For all first time candidates out there who think they know what to expect, nervousness is expected. I woke up that morning nervous. I had a slight jolt wondering if I was doing the right thing. And that this might be my chance to back out and go back to my normal life. Don’t get me wrong, I spent almost a year debating if this was the right move for myself, my family and my community. I can safely say, after the fact, that I have no regrets and am proud to have been part of the process. But to formalize a major life decision will always make you edgy (for all those married candidates, I’m sure it’s a similar feeling to your wedding day).
What differentiates this day from the happiest day of your life (presumably), is knowing you’ll be in the same room, for the first time, with other candidates running in the same ward as you. It’s especially difficult when there are over 30 of them in the same space. Hopefully, you won’t encounter this particular discomfort since it’s a general election. Nonetheless, when I think back to this day, it was a combination of pride in putting myself out there, and slight intimidation in being in a space that might provoke competitiveness. For any first time candidates out there, I strongly suggest bringing a few close friends or family members who can calm your nerves and support you throughout the day.
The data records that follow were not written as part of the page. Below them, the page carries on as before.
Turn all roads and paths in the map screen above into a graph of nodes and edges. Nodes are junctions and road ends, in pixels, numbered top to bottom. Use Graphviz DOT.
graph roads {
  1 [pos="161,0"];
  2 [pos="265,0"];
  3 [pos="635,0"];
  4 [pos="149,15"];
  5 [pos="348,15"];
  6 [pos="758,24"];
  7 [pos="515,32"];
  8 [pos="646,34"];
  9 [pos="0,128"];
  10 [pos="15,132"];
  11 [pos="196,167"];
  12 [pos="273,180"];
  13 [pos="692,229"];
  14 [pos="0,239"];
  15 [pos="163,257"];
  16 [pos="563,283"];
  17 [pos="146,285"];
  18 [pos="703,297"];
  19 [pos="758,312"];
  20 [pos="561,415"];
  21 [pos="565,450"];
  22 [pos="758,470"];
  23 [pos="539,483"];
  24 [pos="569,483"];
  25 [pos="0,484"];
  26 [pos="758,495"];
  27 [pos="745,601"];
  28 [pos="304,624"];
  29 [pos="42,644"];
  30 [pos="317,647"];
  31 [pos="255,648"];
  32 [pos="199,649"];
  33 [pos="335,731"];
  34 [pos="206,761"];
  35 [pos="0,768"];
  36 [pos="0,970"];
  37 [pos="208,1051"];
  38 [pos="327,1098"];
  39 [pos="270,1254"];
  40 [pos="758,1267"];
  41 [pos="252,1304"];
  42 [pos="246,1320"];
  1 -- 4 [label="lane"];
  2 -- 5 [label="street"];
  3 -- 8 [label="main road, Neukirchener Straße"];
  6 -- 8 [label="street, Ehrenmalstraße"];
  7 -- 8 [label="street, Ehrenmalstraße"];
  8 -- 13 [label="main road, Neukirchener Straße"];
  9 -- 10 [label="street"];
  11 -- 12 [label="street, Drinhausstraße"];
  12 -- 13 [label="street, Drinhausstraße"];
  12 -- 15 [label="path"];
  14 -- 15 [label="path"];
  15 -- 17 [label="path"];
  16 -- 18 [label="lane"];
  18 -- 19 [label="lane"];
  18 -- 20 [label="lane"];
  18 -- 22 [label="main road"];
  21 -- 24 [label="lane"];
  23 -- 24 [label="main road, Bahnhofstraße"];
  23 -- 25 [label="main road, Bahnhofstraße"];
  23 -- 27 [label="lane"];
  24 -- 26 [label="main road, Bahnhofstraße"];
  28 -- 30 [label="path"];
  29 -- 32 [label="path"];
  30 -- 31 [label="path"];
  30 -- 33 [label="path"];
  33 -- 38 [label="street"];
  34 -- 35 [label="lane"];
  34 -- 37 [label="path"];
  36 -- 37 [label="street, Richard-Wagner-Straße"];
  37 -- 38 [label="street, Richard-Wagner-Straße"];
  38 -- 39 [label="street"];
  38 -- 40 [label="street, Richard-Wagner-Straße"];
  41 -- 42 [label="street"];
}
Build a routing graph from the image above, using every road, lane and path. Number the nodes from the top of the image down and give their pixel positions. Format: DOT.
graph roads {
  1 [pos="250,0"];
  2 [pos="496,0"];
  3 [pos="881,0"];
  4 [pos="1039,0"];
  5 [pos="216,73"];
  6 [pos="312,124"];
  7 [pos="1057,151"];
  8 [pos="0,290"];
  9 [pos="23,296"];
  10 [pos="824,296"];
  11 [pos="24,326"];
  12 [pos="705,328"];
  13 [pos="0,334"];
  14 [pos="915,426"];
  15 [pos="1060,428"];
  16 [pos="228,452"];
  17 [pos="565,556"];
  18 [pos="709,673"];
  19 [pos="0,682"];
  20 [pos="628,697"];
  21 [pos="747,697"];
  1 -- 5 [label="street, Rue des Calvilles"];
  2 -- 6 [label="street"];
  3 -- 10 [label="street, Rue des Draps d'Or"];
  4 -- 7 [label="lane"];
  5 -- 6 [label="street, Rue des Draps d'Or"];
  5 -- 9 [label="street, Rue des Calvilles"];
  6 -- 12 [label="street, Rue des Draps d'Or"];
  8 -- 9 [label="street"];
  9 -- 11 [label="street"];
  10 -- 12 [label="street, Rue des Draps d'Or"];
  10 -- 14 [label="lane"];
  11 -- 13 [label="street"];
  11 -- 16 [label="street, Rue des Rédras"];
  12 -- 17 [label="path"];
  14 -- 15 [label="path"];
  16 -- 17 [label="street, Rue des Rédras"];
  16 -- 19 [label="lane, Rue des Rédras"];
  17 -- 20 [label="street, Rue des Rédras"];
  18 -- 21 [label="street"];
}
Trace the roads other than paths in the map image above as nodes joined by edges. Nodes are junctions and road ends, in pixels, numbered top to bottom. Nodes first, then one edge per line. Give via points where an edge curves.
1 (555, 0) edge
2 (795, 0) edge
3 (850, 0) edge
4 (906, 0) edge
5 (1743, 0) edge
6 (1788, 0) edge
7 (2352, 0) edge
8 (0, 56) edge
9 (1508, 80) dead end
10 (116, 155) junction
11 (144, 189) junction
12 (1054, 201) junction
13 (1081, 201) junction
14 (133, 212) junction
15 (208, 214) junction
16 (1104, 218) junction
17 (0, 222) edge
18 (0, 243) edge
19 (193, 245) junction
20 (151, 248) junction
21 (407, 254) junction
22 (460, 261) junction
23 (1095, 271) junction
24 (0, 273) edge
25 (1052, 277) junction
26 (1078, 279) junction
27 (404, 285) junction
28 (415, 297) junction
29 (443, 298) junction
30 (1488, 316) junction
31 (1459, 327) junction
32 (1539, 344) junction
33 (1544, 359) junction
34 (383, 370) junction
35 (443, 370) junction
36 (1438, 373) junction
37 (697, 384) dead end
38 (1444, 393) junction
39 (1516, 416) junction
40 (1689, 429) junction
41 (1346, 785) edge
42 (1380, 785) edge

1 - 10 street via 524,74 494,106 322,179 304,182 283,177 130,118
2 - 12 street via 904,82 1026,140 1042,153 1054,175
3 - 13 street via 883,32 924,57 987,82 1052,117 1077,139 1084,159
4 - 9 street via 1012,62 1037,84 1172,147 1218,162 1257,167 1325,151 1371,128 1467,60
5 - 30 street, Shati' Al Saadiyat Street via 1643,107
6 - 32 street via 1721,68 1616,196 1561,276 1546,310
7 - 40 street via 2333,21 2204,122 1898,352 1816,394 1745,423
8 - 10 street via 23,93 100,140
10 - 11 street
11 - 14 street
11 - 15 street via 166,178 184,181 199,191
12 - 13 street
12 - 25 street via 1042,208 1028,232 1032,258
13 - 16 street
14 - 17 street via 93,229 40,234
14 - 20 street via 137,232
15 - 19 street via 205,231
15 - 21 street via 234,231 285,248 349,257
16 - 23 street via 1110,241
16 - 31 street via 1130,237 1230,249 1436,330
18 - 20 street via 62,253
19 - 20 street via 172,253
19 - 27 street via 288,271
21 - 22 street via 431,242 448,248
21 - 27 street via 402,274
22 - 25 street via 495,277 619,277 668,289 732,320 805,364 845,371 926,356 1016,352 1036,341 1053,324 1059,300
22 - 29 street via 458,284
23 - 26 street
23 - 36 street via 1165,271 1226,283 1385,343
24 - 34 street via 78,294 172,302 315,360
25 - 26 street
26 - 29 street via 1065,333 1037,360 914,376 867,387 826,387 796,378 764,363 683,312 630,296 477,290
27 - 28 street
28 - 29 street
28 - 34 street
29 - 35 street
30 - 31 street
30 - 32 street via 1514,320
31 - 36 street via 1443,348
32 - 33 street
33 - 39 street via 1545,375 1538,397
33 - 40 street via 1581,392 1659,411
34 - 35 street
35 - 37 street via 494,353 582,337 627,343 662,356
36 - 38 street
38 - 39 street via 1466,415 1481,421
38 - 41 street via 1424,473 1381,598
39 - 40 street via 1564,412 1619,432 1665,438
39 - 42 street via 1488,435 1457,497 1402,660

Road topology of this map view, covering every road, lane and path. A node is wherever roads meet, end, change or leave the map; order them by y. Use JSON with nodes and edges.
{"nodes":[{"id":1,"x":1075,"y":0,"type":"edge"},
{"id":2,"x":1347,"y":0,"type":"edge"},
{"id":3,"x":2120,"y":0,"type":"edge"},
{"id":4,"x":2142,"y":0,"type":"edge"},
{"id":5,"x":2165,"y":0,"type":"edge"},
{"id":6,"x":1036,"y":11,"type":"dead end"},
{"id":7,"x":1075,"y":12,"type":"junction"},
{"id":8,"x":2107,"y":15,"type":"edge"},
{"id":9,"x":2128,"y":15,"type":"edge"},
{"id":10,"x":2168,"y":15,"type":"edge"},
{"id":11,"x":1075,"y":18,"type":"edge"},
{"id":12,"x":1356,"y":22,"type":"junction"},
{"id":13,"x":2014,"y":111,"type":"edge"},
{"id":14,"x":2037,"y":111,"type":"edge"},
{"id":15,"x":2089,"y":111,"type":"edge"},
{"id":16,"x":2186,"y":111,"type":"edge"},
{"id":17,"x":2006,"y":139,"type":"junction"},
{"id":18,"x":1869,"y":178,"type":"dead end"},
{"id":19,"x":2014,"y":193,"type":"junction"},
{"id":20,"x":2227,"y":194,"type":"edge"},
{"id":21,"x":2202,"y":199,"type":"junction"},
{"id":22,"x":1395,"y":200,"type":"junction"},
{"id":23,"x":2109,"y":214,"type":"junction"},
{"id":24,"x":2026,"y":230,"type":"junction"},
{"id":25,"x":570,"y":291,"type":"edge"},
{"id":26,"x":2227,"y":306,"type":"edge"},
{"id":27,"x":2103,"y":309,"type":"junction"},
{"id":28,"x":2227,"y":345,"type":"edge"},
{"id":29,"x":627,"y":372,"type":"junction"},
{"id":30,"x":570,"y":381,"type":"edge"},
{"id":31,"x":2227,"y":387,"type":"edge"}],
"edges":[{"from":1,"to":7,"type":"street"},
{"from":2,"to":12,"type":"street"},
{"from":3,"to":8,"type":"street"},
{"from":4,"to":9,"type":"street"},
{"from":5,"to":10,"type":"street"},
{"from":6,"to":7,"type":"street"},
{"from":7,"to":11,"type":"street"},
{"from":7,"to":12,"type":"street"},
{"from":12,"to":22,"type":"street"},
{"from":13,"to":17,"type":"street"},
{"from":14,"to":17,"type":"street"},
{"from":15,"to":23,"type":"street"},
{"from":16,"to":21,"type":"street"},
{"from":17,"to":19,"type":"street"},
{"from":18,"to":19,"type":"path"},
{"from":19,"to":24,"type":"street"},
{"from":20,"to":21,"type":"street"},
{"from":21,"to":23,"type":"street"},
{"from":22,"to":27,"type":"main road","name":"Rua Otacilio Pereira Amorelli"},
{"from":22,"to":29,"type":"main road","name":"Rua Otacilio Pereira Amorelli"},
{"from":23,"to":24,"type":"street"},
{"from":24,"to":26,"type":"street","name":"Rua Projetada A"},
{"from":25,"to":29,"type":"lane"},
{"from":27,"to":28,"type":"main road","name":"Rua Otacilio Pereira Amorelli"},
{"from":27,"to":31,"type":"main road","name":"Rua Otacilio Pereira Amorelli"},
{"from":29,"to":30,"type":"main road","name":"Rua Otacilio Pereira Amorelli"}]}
The nomination process itself took less than one hour. You attend City Hall, meet and congratulate other candidates on their decision to represent your community, complete your paperwork and ensure you have all the required signatures to support your candidacy, and pay your fees with the nice City of Edmonton employees, and walk out of the room to a number of journalists with note pads and/or mics, and TV cameras in your face (see picture to the right). Don’t fret – everybody there is very nice. Reporters just want to get to know you and why you’ve decided to run. A tip: come prepared with your 30 second elevator pitch on why you’re running. Also, if you speak French fluently, come prepared with your pitch in French – because CBC-Radio Canada will also be there and will look for the candidates that are bilingual. Answer their questions, despite the fact that you will be itching to get back to the crux of campaigning – door-knocking and meeting voters.
You have months until nomination day. Don’t wait until this day passes to door-knock, learn about the issues, meet voters in your ward, recruit volunteers and fundraise. This is work that starts now, not after nomination day. Use nomination day as the day you put everything else aside and ramp up on these efforts, but don’t use it as a time to start your campaign.
Nomination Day was just one day in a four month campaign, but it is a special day that you will never forget. Take the time you’re given that day and treasure it. It’s an experience that not many others get – and so take the most of it – be proud of yourself for getting this far, hold onto the support of your family and friends who are with you on this journey, and use this day as an opportunity to re-motivate yourself about why you’re doing this in the first place.
And regardless of the outcome of the election, know that you will grow and change as a person. You will realize your strengths and resiliency in the face of hardship and struggles. And that learning will take you far in your journey forward.